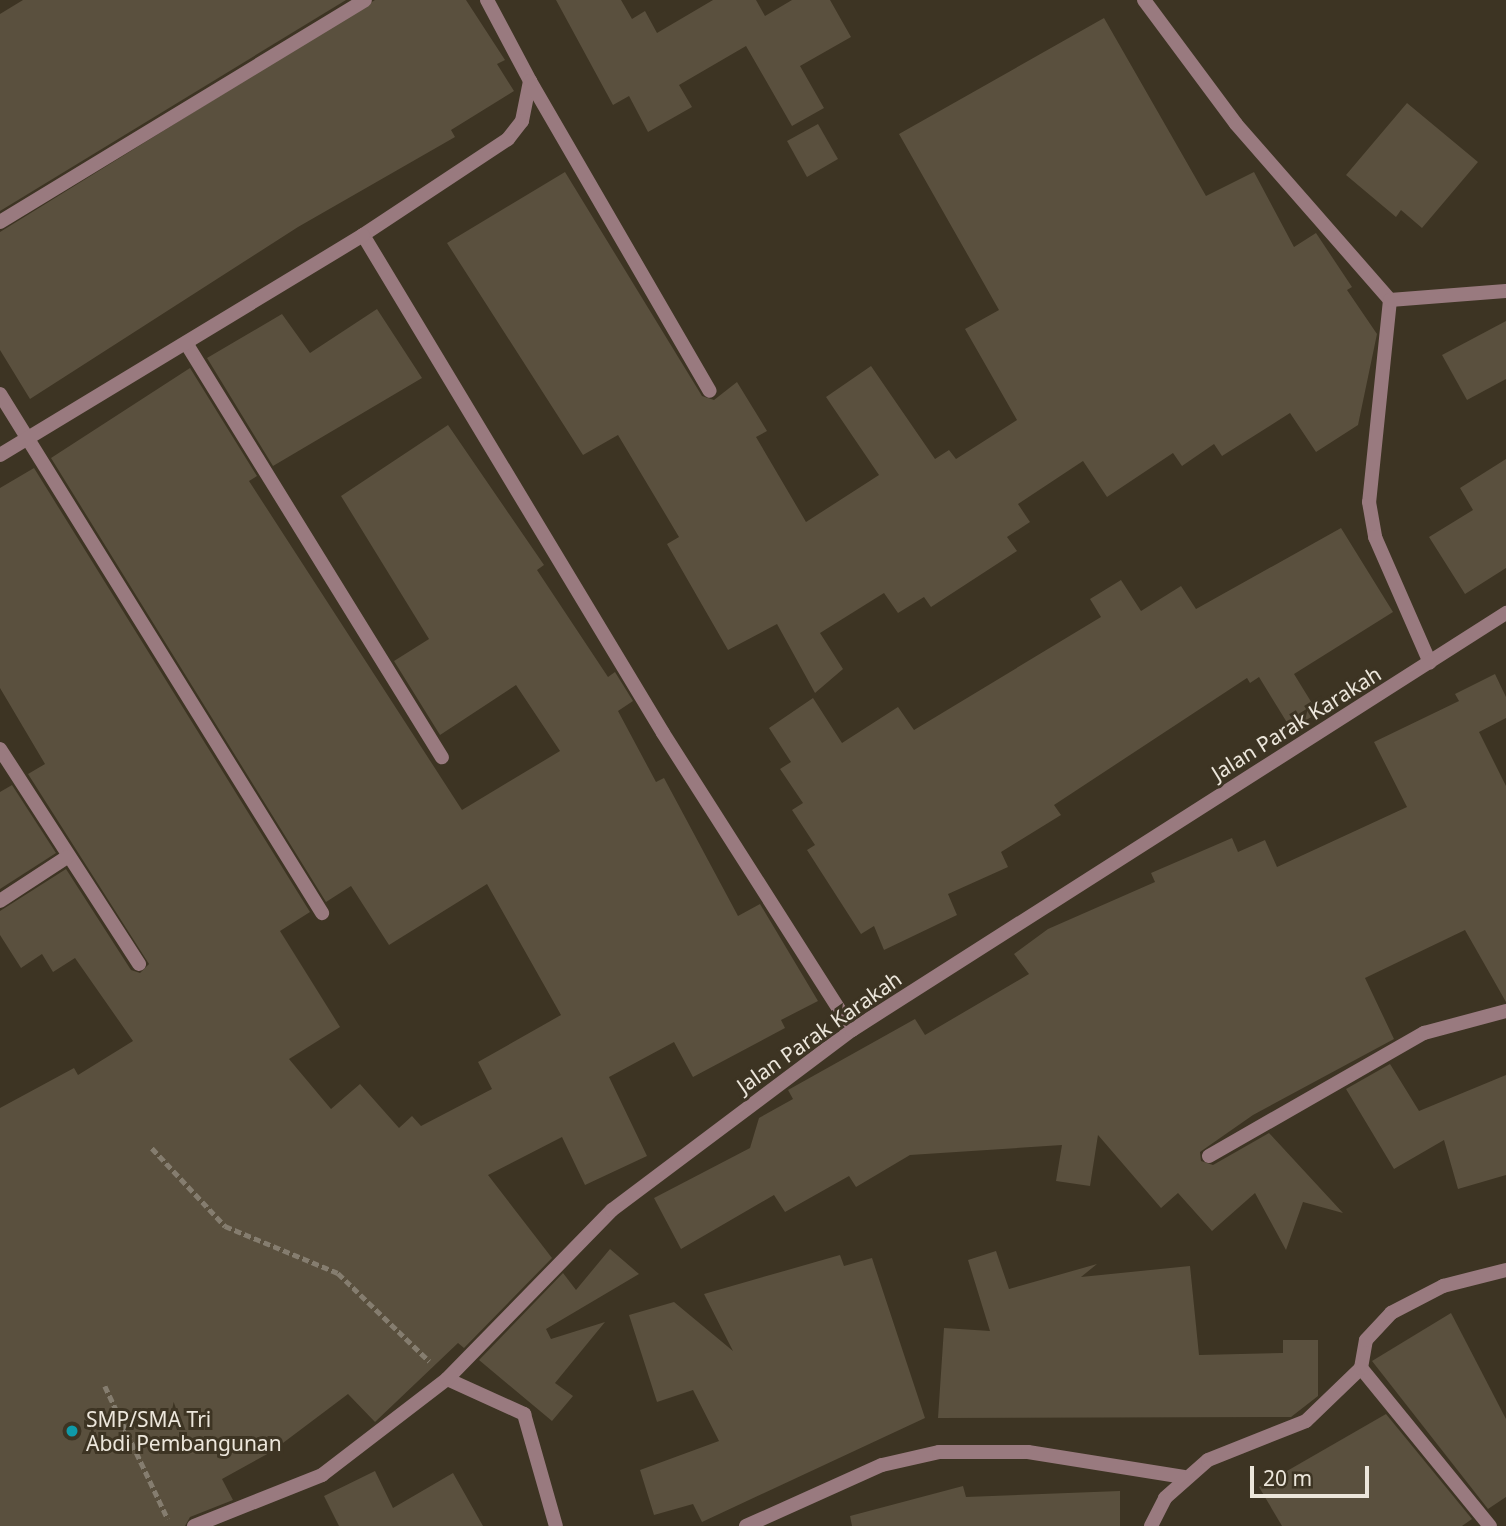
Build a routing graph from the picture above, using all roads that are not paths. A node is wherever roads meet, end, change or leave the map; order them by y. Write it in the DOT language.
graph roads {
  1 [pos="365,0"];
  2 [pos="487,0"];
  3 [pos="1144,0"];
  4 [pos="530,81"];
  5 [pos="0,222"];
  6 [pos="363,235"];
  7 [pos="1506,291"];
  8 [pos="1390,300"];
  9 [pos="186,343"];
  10 [pos="710,391"];
  11 [pos="0,394"];
  12 [pos="27,438"];
  13 [pos="0,455"];
  14 [pos="1506,612"];
  15 [pos="1430,663"];
  16 [pos="0,749"];
  17 [pos="442,757"];
  18 [pos="67,857"];
  19 [pos="0,901"];
  20 [pos="322,913"];
  21 [pos="139,964"];
  22 [pos="1506,1011"];
  23 [pos="852,1030"];
  24 [pos="1209,1156"];
  25 [pos="1506,1270"];
  26 [pos="1361,1368"];
  27 [pos="447,1379"];
  28 [pos="1184,1477"];
  29 [pos="194,1526"];
  30 [pos="556,1526"];
  31 [pos="746,1526"];
  32 [pos="1151,1526"];
  33 [pos="1490,1526"];
  1 -- 5 [label="street"];
  2 -- 4 [label="street"];
  3 -- 8 [label="street"];
  4 -- 6 [label="street"];
  4 -- 10 [label="street"];
  6 -- 9 [label="street"];
  6 -- 23 [label="street"];
  7 -- 8 [label="street"];
  8 -- 15 [label="street"];
  9 -- 12 [label="street"];
  9 -- 17 [label="street"];
  11 -- 12 [label="street"];
  12 -- 13 [label="street"];
  12 -- 20 [label="street"];
  14 -- 15 [label="street, Jalan Parak Karakah"];
  15 -- 23 [label="street, Jalan Parak Karakah"];
  16 -- 18 [label="street"];
  18 -- 19 [label="street"];
  18 -- 21 [label="street"];
  22 -- 24 [label="street"];
  23 -- 27 [label="street, Jalan Parak Karakah"];
  25 -- 26 [label="street"];
  26 -- 28 [label="street"];
  26 -- 33 [label="street"];
  27 -- 29 [label="street, Jalan Parak Karakah"];
  27 -- 30 [label="street"];
  28 -- 31 [label="street"];
  28 -- 32 [label="street"];
}
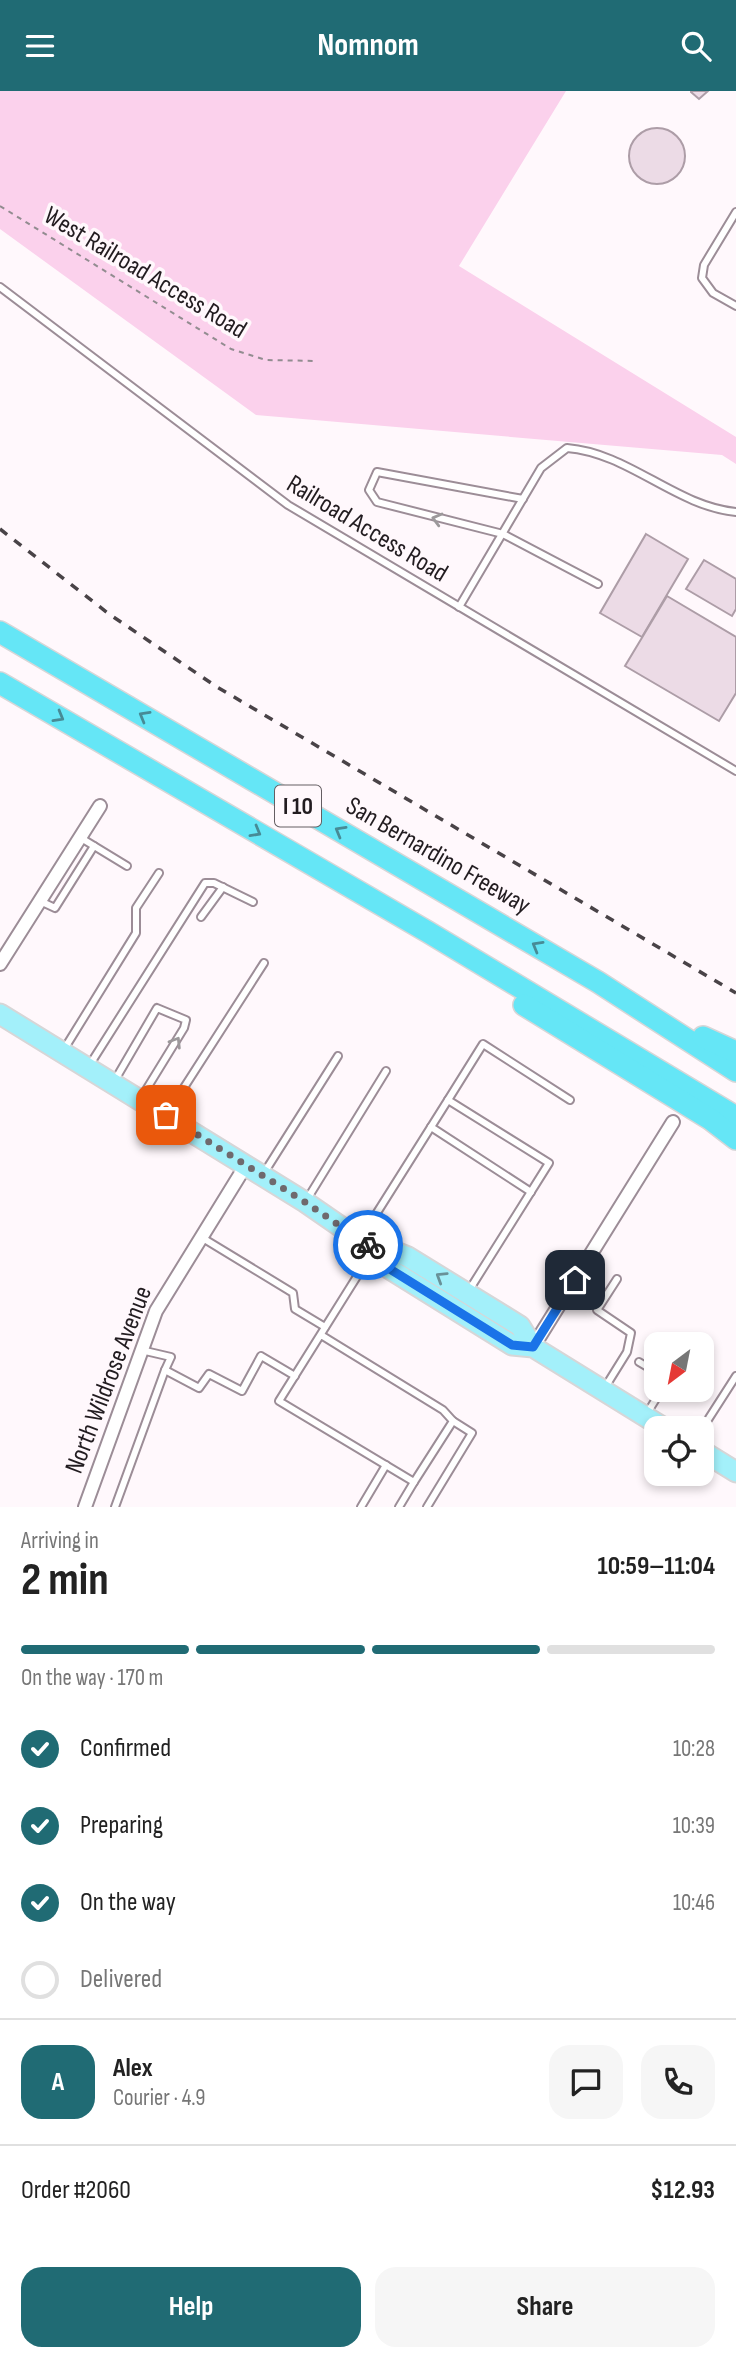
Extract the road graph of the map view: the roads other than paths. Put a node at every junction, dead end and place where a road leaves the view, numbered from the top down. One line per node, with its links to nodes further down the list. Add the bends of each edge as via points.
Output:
1 (736, 212): 3 (lane, via 702,271 713,293)
2 (0, 287): 8 (lane, Railroad Access Road, via 288,505)
3 (736, 306)
4 (523, 499): 5 (lane, via 541,468 568,448 637,471 696,504); 6 (lane); 6 (lane, one-way to 4, via 377,502 369,490 377,472)
5 (736, 512)
6 (503, 534): 7 (lane); 8 (lane)
7 (597, 584)
8 (459, 607): 11 (lane, Railroad Access Road)
9 (0, 632): 24 (highway, San Bernardino Freeway / I 10, one-way to 9)
10 (0, 683): 21 (highway, I 10, one-way to 21)
11 (736, 771)
12 (100, 806): 13 (street)
13 (80, 837): 14 (lane); 18 (street)
14 (94, 846): 15 (lane); 18 (lane, via 55,908)
15 (127, 866)
16 (159, 873): 26 (lane, via 136,908 136,933)
17 (223, 887): 19 (lane); 20 (lane); 29 (lane, via 209,882 202,887)
18 (40, 901): 23 (street)
19 (253, 902)
20 (201, 917)
21 (428, 932): 37 (highway, I 10); 40 (highway, via 547,1021)
22 (264, 963): 36 (lane)
23 (0, 964)
24 (642, 1009): 27 (highway); 31 (highway, San Bernardino Freeway / I 10)
25 (0, 1014): 26 (main road)
26 (62, 1052): 29 (main road)
27 (736, 1052)
28 (338, 1056): 41 (lane)
29 (88, 1068): 32 (main road)
30 (386, 1071): 43 (lane)
31 (736, 1071)
32 (113, 1083): 33 (main road); 33 (lane, one-way to 32, via 186,1020 157,1008)
33 (140, 1100): 36 (main road)
34 (448, 1100): 35 (lane, via 483,1044); 39 (lane); 42 (lane, via 549,1163)
35 (570, 1100)
36 (166, 1115): 41 (main road)
37 (736, 1117)
38 (673, 1122): 50 (street)
39 (430, 1128): 42 (lane); 45 (lane)
40 (736, 1139)
41 (254, 1170): 43 (main road); 44 (street, North Wildrose Avenue)
42 (531, 1192): 47 (lane)
43 (305, 1202): 45 (main road)
44 (201, 1237): 48 (lane, via 293,1293 295,1309); 51 (street, North Wildrose Avenue, via 156,1311)
45 (367, 1244): 47 (main road, one-way to 45, via 408,1257); 48 (lane); 50 (main road, via 385,1266 512,1345)
46 (617, 1279): 57 (lane, via 597,1310 631,1333 627,1352)
47 (467, 1293): 50 (main road, via 520,1326)
48 (325, 1327): 49 (lane)
49 (321, 1335): 55 (lane); 61 (lane, via 443,1410)
50 (533, 1347): 57 (main road)
51 (141, 1350): 54 (lane, via 171,1357); 66 (street, North Wildrose Avenue)
52 (639, 1362): 53 (lane)
53 (644, 1365)
54 (165, 1370): 55 (lane, via 199,1388 209,1374 242,1391 261,1356); 67 (lane)
55 (295, 1376): 63 (lane, via 279,1401)
56 (736, 1376): 60 (lane)
57 (603, 1390): 59 (main road)
58 (654, 1402): 59 (lane)
59 (645, 1416)
60 (710, 1416)
61 (453, 1421): 65 (lane); 70 (lane, via 472,1433)
62 (714, 1458): 64 (main road)
63 (386, 1465): 65 (lane); 68 (lane)
64 (736, 1472)
65 (414, 1482): 69 (lane)
66 (85, 1507)
67 (116, 1507)
68 (361, 1507)
69 (399, 1507)
70 (427, 1507)

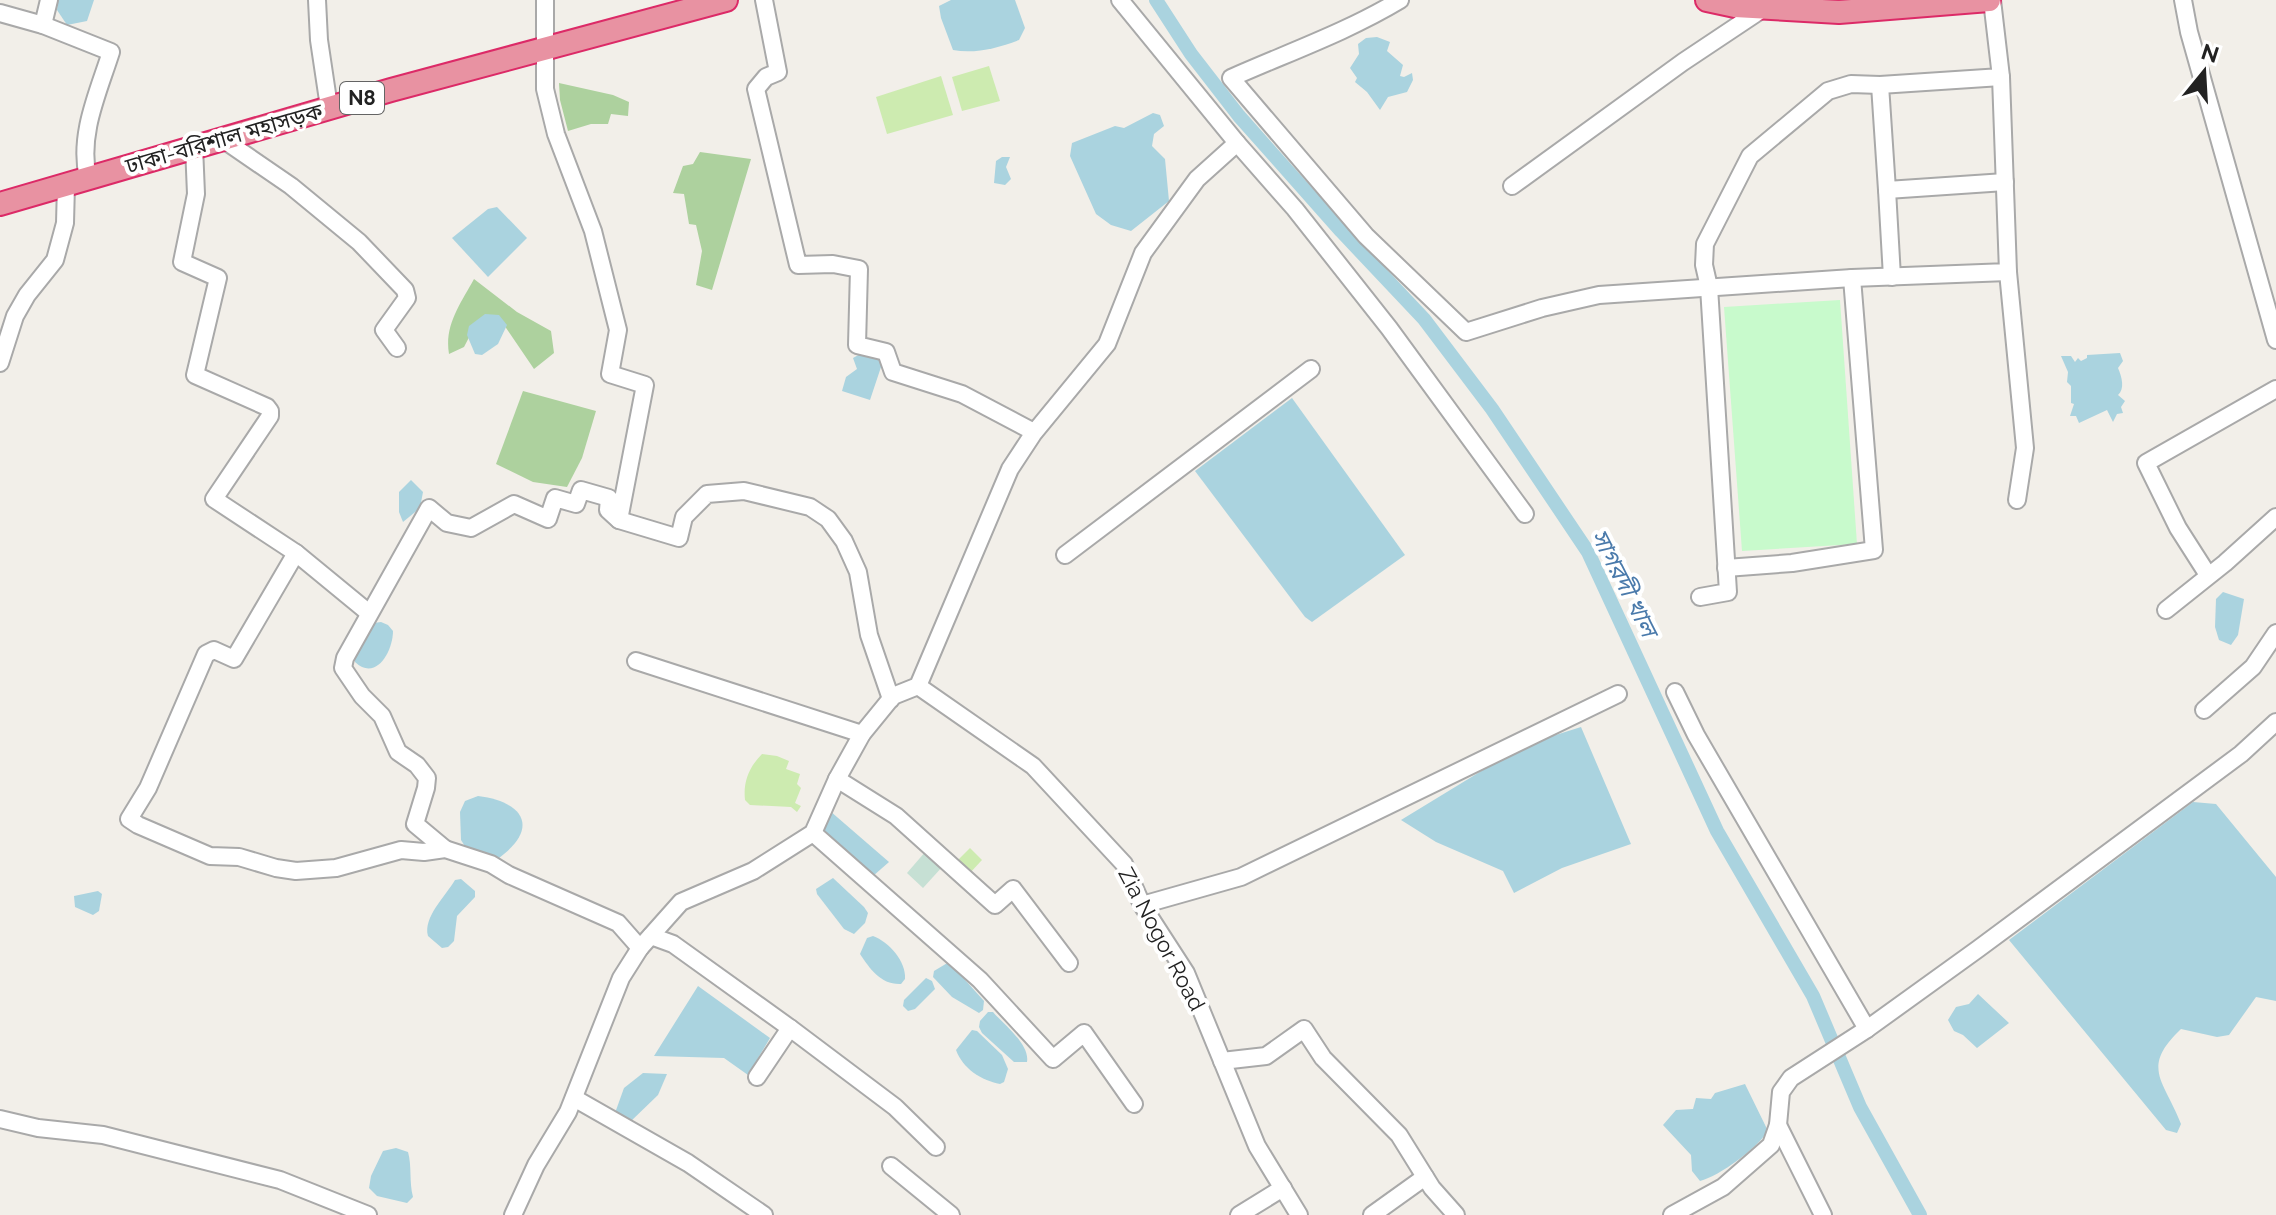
------------------------
### Problem requirements
What is the number of lines in the entries above that contain the word "Freeway"? Answer with that number only.

### Answer space
2